Suddenly into the midst of all this cuteness and charm he throws a hand grenade like anti-Semitism, which, among other things, hints at a world in which Christianity might also exist (but he doesn't bring it up). Sure, anti-Semitism can be ethnically-based, but the prejudice in medieval Europe that led to the behavior John depicts in his book was most assuredly rooted in Church teachings about Jews as Christ-killers. If Jews in John's world are expelled, as they were in France and England, what else do the people of Melinower do to them? Are they marched into empty barns and set ablaze? What I'm driving at is that the inclusion of anti-Semitism as a subplot in The Unhandsome Prince opens a narrative Pandora's Box that might be more trouble than John intended. A sense of awkward discomfort envelops the book whenever it comes up. It feels like there's this tug of war going on, where, on one hand, John wants to address social injustice and prejudice as a serious theme, but on the other, he wants to keep the book, for the most part, a fairly safe piece of entertainment, the kind of book that, at the end of the day, is mainly meant to put a smile on the cherubic faces of the kinds of fantasy fen who stroll through conventions in costume. I think if you're going to make something like anti-Semitism a theme of your story, either tackle it head-on like Schindler's List (which, I suppose, would preclude your ability to write a comedy) or leave it out. As it is, John incorporates anti-Semitism without really addressing it meaningfully. The Jews just become someone for the hero to save.

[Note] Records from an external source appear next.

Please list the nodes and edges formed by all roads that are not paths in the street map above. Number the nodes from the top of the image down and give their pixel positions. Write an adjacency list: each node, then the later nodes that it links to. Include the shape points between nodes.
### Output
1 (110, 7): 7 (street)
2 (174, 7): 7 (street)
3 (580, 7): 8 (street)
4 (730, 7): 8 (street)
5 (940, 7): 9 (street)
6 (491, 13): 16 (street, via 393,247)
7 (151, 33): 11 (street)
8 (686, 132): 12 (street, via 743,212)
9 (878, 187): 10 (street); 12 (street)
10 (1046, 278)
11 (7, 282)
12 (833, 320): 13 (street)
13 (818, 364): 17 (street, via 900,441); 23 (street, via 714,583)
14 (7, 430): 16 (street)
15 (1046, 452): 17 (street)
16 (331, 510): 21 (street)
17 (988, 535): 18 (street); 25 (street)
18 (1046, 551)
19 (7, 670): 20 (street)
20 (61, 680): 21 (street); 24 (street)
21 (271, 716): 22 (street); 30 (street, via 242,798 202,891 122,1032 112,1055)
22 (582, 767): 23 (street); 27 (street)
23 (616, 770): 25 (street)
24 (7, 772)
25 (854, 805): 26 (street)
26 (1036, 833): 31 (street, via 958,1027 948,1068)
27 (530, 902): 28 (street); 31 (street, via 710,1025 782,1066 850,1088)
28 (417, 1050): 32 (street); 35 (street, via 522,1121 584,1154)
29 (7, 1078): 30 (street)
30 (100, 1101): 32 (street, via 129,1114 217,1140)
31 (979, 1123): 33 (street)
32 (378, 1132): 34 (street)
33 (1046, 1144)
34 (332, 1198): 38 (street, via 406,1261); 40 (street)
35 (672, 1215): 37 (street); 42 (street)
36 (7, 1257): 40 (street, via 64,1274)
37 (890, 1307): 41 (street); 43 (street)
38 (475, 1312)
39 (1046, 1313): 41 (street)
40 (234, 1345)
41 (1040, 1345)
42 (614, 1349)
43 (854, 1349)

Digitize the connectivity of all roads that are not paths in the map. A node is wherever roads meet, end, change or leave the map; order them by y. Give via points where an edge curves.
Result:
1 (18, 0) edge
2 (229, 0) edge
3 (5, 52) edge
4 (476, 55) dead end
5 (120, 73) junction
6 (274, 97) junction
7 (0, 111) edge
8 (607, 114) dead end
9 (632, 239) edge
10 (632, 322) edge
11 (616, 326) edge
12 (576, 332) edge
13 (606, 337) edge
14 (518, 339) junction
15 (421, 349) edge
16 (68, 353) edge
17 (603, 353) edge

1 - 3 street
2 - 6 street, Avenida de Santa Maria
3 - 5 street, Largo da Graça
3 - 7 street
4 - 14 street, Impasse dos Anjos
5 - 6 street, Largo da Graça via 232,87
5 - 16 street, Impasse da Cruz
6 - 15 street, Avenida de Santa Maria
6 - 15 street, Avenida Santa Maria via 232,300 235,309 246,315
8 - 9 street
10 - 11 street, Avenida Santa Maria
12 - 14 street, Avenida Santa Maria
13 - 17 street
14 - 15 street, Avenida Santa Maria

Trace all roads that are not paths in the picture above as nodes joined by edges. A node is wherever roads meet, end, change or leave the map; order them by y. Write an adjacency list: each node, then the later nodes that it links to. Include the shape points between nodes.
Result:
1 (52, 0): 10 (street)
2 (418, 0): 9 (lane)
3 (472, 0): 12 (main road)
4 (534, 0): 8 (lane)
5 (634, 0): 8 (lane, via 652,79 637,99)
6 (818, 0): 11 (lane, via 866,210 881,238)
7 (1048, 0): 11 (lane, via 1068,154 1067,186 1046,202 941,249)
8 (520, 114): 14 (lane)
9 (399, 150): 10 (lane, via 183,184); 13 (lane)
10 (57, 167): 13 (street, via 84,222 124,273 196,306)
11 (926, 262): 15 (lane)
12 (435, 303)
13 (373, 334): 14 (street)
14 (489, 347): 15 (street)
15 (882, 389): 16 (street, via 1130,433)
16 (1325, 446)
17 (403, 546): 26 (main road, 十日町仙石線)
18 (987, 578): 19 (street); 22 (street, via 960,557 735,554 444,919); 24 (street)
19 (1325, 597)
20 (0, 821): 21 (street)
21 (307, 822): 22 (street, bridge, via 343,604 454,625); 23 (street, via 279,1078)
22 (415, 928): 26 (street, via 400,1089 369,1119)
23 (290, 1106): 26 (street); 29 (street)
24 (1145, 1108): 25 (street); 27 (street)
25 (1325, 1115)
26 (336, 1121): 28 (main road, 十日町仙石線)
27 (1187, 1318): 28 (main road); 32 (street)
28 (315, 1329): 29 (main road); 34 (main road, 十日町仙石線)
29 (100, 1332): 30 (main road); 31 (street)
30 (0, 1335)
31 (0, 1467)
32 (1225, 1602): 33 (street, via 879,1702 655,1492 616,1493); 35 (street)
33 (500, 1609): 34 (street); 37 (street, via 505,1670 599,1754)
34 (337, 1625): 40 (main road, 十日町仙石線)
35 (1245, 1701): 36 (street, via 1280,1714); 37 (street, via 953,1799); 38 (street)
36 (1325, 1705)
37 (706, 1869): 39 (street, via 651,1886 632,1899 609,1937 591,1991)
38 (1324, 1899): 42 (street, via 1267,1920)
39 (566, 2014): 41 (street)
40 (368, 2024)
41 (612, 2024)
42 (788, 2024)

Would it have been better if John had, say, invented his own racial minority and made his points allegorically? (I'm thinking of Oisín McGann's recent The Gods and Their Machines here.) Hard to say.
What I can say is that a little controversy never hurt anything, and I think what the vast majority of readers will come away from The Unhandsome Prince with is, indeed, a big smile. There may be a lot of argument as to whether John's thematic ambitions were wisely chosen, let alone executed, but no one will argue that there's magic in a kiss.